If I get it correctly on what @flick36 asks is support for multiple user providers that look like this example of multiple guards.
Probably in spatie/laravel-permission they have a wrapper that does all that staff for a user out of the box but Bouncer does not. However, you can do the same just have to write this code yourself.
I have not tested multi auth, but current implementation of Bouncer roles saves full namespace of a user provider, like this example:
// default user provider
App\User;
// and admin user provider
App\Admin\User;
So, you should not have a problem with multiple user providers. The same goes with permissions or abilities in Bouncer. But as I mentioned before - you should write this logic by yourself.
In theory you should be able to attach a role doctor
with specific abilities
to a user dr.john
in App\Admin\User
provider and a client
role to another user with the same name dr.john
in other App\User
provider.
@flick36 to me, this is similar to multi-tenancy. With multi-tenancy support in Bouncer, you can create a middleware that scopes bouncer:
namespace App\Http\Middleware;
class ScopeBouncer
{
public function handle($request, $next, $scope)
{
Bouncer::scope()->to($scope);
return $next($request);
}
}
Then register it in your route middleware:
protected $routeMiddleware = [
// ...all existing ones...
'scope-bouncer' => \App\Http\Middleware\ScopeBouncer::class,
];
Then in your routes file, you can group your routes around these:
Route::middleware('scope-bouncer:1')->group(function () {
// frontend groups
});
Route::middleware('scope-bouncer:2')->group(function () {
// dashboard groups
});
In my case the 'scope' field is always 'Null'. What's going wrong?

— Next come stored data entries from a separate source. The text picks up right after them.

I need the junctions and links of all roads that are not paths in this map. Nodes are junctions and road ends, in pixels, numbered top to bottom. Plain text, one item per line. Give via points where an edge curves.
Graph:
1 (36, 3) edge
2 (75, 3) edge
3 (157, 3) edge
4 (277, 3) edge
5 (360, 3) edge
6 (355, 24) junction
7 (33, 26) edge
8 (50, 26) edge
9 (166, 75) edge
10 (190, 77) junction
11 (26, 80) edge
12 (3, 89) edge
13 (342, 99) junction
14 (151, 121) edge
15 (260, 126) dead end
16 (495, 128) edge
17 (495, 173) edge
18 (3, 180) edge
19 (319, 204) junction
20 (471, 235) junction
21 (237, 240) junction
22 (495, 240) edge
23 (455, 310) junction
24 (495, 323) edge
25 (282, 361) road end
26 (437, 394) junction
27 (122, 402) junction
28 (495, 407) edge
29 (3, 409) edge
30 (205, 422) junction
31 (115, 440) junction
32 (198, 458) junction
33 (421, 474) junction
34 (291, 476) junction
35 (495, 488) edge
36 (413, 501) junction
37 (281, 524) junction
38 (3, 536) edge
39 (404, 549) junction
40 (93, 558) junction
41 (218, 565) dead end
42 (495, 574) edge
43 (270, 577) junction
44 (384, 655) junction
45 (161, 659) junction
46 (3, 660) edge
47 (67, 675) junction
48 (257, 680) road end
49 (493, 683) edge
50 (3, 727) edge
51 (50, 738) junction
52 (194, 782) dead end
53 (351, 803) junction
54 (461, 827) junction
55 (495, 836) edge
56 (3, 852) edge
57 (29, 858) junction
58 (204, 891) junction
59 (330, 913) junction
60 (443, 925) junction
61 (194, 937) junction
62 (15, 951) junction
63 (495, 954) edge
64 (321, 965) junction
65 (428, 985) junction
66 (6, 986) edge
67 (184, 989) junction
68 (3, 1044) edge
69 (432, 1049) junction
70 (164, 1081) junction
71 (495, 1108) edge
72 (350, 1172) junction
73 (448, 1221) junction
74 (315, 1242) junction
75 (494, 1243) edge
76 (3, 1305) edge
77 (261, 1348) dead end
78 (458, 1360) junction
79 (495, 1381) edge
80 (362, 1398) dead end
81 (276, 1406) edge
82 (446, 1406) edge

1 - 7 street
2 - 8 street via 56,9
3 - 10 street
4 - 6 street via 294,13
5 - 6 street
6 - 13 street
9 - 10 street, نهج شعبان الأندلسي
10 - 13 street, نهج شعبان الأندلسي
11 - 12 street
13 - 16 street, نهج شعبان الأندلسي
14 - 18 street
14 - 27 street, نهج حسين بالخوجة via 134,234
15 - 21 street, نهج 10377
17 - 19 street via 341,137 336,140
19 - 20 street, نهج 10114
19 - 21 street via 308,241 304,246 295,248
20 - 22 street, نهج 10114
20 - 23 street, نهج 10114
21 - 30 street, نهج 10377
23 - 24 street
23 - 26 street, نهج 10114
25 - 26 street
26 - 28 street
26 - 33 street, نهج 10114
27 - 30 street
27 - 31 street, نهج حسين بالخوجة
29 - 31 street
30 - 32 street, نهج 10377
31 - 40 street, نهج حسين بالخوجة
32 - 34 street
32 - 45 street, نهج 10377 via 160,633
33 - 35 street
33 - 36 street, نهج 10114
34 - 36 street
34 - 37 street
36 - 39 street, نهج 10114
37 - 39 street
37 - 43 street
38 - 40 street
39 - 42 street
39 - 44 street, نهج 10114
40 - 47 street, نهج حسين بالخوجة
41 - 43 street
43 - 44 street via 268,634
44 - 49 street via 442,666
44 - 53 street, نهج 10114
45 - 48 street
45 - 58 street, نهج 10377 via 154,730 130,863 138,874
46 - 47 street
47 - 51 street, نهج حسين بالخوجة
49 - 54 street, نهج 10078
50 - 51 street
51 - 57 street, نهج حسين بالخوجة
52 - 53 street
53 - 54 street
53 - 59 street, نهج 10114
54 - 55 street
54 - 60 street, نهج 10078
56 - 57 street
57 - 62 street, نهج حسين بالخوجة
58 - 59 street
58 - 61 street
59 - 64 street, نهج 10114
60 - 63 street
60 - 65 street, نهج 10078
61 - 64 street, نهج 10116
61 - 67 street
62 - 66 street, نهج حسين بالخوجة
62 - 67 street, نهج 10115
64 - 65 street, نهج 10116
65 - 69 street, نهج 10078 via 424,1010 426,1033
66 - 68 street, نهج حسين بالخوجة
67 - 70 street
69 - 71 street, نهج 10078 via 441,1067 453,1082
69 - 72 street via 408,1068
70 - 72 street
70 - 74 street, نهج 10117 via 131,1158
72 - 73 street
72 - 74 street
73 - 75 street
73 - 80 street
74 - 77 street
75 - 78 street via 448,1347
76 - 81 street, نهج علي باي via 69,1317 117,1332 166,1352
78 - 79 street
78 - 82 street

@ufeg02 can you show us the code you’re using?
I’m closing this issue for now, in favor of the multi-tenancy one. Any discussions about its usage should be posted there.
For all of you following along, I just added a section to the docs explaining how to set this up:
For us, it would be petty useful, if Bouncer would support multiple guards or at least the possibility to define the guard that should be used instead of the default guard.

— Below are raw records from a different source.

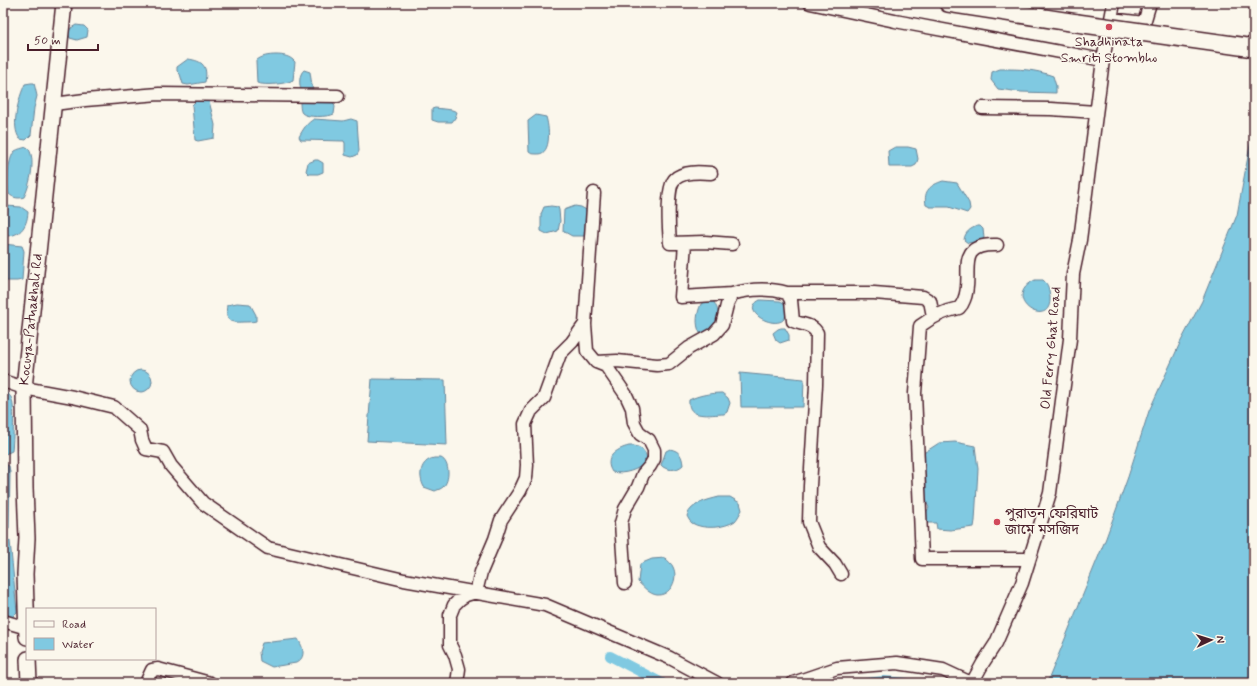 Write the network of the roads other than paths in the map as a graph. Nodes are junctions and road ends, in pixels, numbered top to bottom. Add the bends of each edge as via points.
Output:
1 (64, 3) edge
2 (810, 3) edge
3 (948, 3) edge
4 (1114, 3) edge
5 (1150, 3) edge
6 (1111, 19) junction
7 (1254, 48) edge
8 (1103, 60) junction
9 (338, 96) dead end
10 (54, 104) junction
11 (982, 108) dead end
12 (1096, 112) junction
13 (711, 172) dead end
14 (594, 193) dead end
15 (685, 243) junction
16 (732, 244) dead end
17 (997, 245) dead end
18 (787, 293) junction
19 (732, 294) junction
20 (933, 316) junction
21 (585, 324) junction
22 (596, 362) junction
23 (3, 381) edge
24 (24, 388) junction
25 (1029, 559) junction
26 (841, 574) dead end
27 (625, 583) dead end
28 (476, 592) junction
29 (3, 621) edge
30 (26, 628) edge
31 (28, 660) edge
32 (30, 683) edge
33 (146, 683) edge
34 (210, 683) edge
35 (457, 683) edge
36 (717, 683) edge
37 (793, 683) edge
38 (972, 683) edge

1 - 10 main road, Kocuya-Patuakhali Rd
2 - 8 street
3 - 7 highway, bridge
4 - 6 street, Old Ferry Ghat Road
5 - 6 street via 1144,23
6 - 8 street, Old Ferry Ghat Road
8 - 12 street, Old Ferry Ghat Road
9 - 10 street via 159,94
10 - 24 main road, Kocuya-Patuakhali Rd
11 - 12 street
12 - 25 street, Old Ferry Ghat Road via 1080,240 1073,274 1070,340 1050,492
13 - 15 street via 688,173 675,178 671,183 670,243
14 - 21 street
15 - 16 street
15 - 19 street via 681,297
17 - 20 street via 982,246 972,251 968,264 965,300 959,308
18 - 19 street via 778,290 746,290
18 - 20 street via 874,293 923,297 930,301
18 - 26 street via 791,300 793,321 814,328 817,334 809,522 819,547
19 - 22 street via 726,305 722,325 714,334 689,348 669,364
20 - 25 street via 920,326 914,393 922,559
21 - 22 street via 587,351
21 - 28 street via 560,354 544,398 531,412 525,424 526,478 501,520
22 - 27 street via 606,366 626,395 640,434 649,440 654,450 654,459 643,474 621,522
23 - 24 street
24 - 28 street via 114,407 140,430 146,449 163,452 171,466 203,503 268,548 404,580
24 - 30 main road, Kocuya-Patuakhali Rd
25 - 38 street, Old Ferry Ghat Road via 1022,583 996,643
28 - 35 street via 460,599 450,615 450,645 459,669
28 - 36 street via 545,605 670,658
29 - 30 street
31 - 32 main road
33 - 34 street via 152,670 158,669
37 - 38 street via 837,668 897,663 944,670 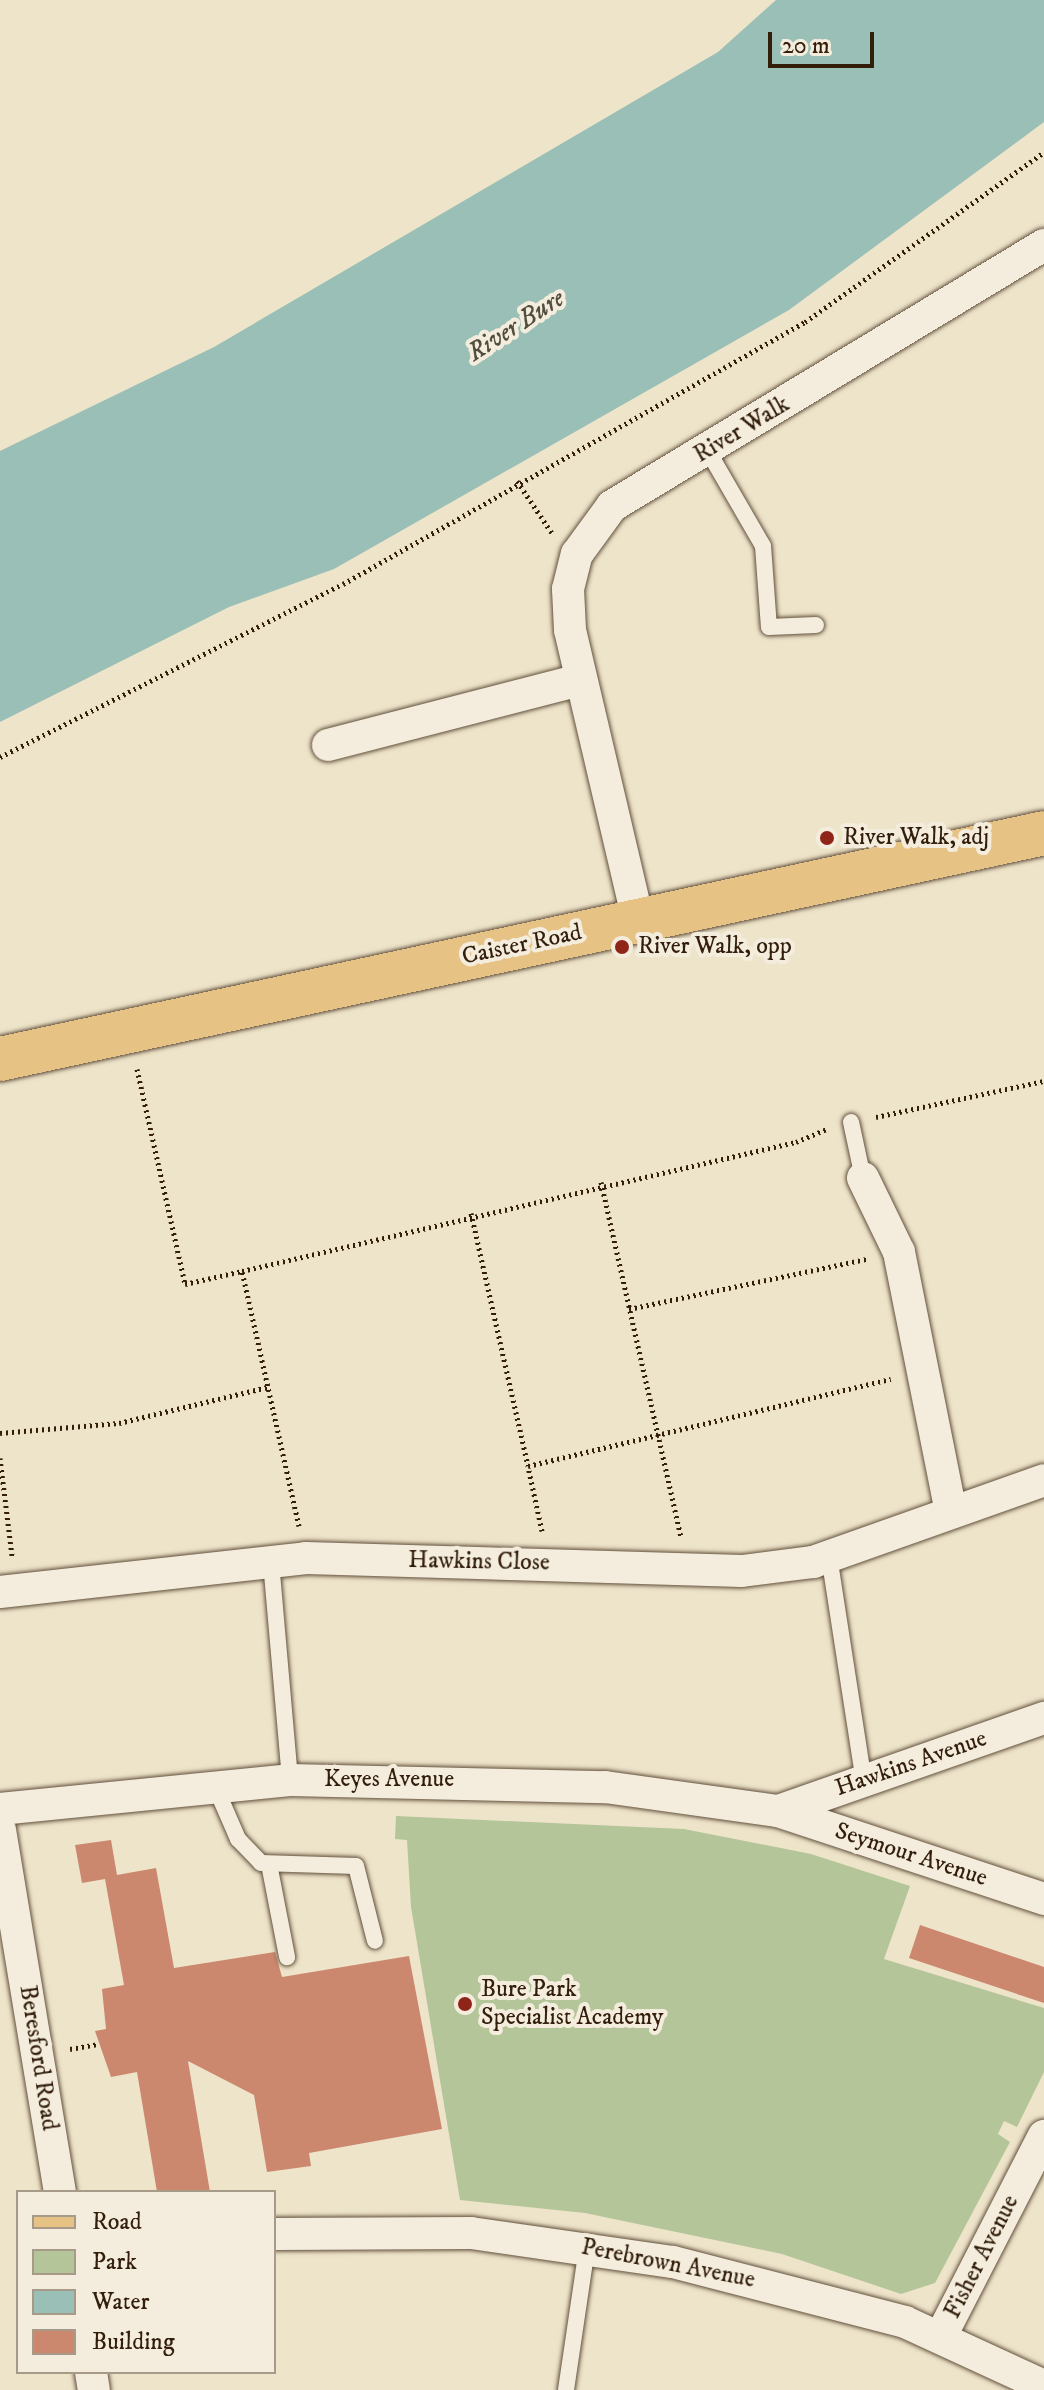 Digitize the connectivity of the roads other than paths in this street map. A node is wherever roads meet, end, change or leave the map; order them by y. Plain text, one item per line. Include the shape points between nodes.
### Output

Our default guard is "web" but we only use Bouncer for requests to our API, so bouncer should use the "api" guard. Since we can't change our default guard to that, we are using the following hack in the Bouncer middleware: Config::set('auth.defaults.guard', 'api');
Since this is not the nicest solution, we would appreciate it if the possibility would come to Bouncer.
How can I set Bouncer to use the guard web for all web routes if my default guard is api?
@GotaloveCode Bouncer doesn't "use" any guard, so not sure what you're asking.